--- BRIEF ---
Each line of the material below should be reproduced exactly.

--- ENTRIES PROVIDED ---
BEGIN

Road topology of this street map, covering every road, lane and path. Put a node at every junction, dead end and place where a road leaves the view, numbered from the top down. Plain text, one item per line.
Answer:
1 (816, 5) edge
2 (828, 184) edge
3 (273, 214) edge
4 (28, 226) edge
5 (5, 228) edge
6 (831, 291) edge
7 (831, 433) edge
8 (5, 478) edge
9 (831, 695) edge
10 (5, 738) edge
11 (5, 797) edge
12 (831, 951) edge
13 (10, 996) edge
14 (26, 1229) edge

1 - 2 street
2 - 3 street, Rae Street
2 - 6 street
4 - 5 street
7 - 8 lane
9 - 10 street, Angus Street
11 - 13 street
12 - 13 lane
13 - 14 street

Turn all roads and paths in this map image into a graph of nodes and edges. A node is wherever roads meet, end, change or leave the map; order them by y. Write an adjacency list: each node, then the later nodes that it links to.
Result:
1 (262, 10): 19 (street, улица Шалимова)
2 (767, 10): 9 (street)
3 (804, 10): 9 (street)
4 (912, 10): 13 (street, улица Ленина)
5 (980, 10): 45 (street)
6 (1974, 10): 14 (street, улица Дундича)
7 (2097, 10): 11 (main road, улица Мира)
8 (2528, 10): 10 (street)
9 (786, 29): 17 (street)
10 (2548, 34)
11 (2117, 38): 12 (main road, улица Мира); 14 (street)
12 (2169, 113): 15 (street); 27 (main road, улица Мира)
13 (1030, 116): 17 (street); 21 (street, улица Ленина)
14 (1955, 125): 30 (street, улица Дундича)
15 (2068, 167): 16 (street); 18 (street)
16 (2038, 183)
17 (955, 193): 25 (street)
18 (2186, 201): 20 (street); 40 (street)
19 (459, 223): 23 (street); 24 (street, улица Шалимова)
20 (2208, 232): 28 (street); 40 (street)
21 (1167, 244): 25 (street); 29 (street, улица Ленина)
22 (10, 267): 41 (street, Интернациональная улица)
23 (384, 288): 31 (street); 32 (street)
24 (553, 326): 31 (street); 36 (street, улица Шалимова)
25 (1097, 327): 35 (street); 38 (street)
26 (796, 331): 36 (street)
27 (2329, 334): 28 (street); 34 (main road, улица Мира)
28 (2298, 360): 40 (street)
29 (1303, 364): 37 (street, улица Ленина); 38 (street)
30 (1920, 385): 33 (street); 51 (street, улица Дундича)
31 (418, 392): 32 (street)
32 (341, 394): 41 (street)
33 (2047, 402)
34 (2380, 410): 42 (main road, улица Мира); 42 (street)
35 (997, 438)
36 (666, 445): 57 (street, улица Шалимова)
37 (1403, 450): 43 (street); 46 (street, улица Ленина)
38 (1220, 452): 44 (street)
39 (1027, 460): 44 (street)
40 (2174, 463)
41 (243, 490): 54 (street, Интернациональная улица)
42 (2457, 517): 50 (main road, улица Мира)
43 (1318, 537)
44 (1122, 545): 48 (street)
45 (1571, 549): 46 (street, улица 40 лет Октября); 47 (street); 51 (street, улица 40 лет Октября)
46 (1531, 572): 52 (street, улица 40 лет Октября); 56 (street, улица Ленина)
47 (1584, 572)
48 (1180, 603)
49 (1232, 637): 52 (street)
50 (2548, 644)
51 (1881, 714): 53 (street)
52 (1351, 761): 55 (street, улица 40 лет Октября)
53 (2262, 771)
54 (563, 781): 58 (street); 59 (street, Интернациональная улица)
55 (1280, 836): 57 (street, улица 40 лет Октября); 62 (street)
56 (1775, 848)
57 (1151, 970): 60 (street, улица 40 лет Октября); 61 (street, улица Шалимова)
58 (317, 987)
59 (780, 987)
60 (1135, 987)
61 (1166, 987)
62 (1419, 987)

END

--- ANSWER AREA ---
Road topology of this street map, covering every road, lane and path. Put a node at every junction, dead end and place where a road leaves the view, numbered from the top down. Plain text, one item per line.
Answer:
1 (816, 5) edge
2 (828, 184) edge
3 (273, 214) edge
4 (28, 226) edge
5 (5, 228) edge
6 (831, 291) edge
7 (831, 433) edge
8 (5, 478) edge
9 (831, 695) edge
10 (5, 738) edge
11 (5, 797) edge
12 (831, 951) edge
13 (10, 996) edge
14 (26, 1229) edge

1 - 2 street
2 - 3 street, Rae Street
2 - 6 street
4 - 5 street
7 - 8 lane
9 - 10 street, Angus Street
11 - 13 street
12 - 13 lane
13 - 14 street

Turn all roads and paths in this map image into a graph of nodes and edges. A node is wherever roads meet, end, change or leave the map; order them by y. Write an adjacency list: each node, then the later nodes that it links to.
Result:
1 (262, 10): 19 (street, улица Шалимова)
2 (767, 10): 9 (street)
3 (804, 10): 9 (street)
4 (912, 10): 13 (street, улица Ленина)
5 (980, 10): 45 (street)
6 (1974, 10): 14 (street, улица Дундича)
7 (2097, 10): 11 (main road, улица Мира)
8 (2528, 10): 10 (street)
9 (786, 29): 17 (street)
10 (2548, 34)
11 (2117, 38): 12 (main road, улица Мира); 14 (street)
12 (2169, 113): 15 (street); 27 (main road, улица Мира)
13 (1030, 116): 17 (street); 21 (street, улица Ленина)
14 (1955, 125): 30 (street, улица Дундича)
15 (2068, 167): 16 (street); 18 (street)
16 (2038, 183)
17 (955, 193): 25 (street)
18 (2186, 201): 20 (street); 40 (street)
19 (459, 223): 23 (street); 24 (street, улица Шалимова)
20 (2208, 232): 28 (street); 40 (street)
21 (1167, 244): 25 (street); 29 (street, улица Ленина)
22 (10, 267): 41 (street, Интернациональная улица)
23 (384, 288): 31 (street); 32 (street)
24 (553, 326): 31 (street); 36 (street, улица Шалимова)
25 (1097, 327): 35 (street); 38 (street)
26 (796, 331): 36 (street)
27 (2329, 334): 28 (street); 34 (main road, улица Мира)
28 (2298, 360): 40 (street)
29 (1303, 364): 37 (street, улица Ленина); 38 (street)
30 (1920, 385): 33 (street); 51 (street, улица Дундича)
31 (418, 392): 32 (street)
32 (341, 394): 41 (street)
33 (2047, 402)
34 (2380, 410): 42 (main road, улица Мира); 42 (street)
35 (997, 438)
36 (666, 445): 57 (street, улица Шалимова)
37 (1403, 450): 43 (street); 46 (street, улица Ленина)
38 (1220, 452): 44 (street)
39 (1027, 460): 44 (street)
40 (2174, 463)
41 (243, 490): 54 (street, Интернациональная улица)
42 (2457, 517): 50 (main road, улица Мира)
43 (1318, 537)
44 (1122, 545): 48 (street)
45 (1571, 549): 46 (street, улица 40 лет Октября); 47 (street); 51 (street, улица 40 лет Октября)
46 (1531, 572): 52 (street, улица 40 лет Октября); 56 (street, улица Ленина)
47 (1584, 572)
48 (1180, 603)
49 (1232, 637): 52 (street)
50 (2548, 644)
51 (1881, 714): 53 (street)
52 (1351, 761): 55 (street, улица 40 лет Октября)
53 (2262, 771)
54 (563, 781): 58 (street); 59 (street, Интернациональная улица)
55 (1280, 836): 57 (street, улица 40 лет Октября); 62 (street)
56 (1775, 848)
57 (1151, 970): 60 (street, улица 40 лет Октября); 61 (street, улица Шалимова)
58 (317, 987)
59 (780, 987)
60 (1135, 987)
61 (1166, 987)
62 (1419, 987)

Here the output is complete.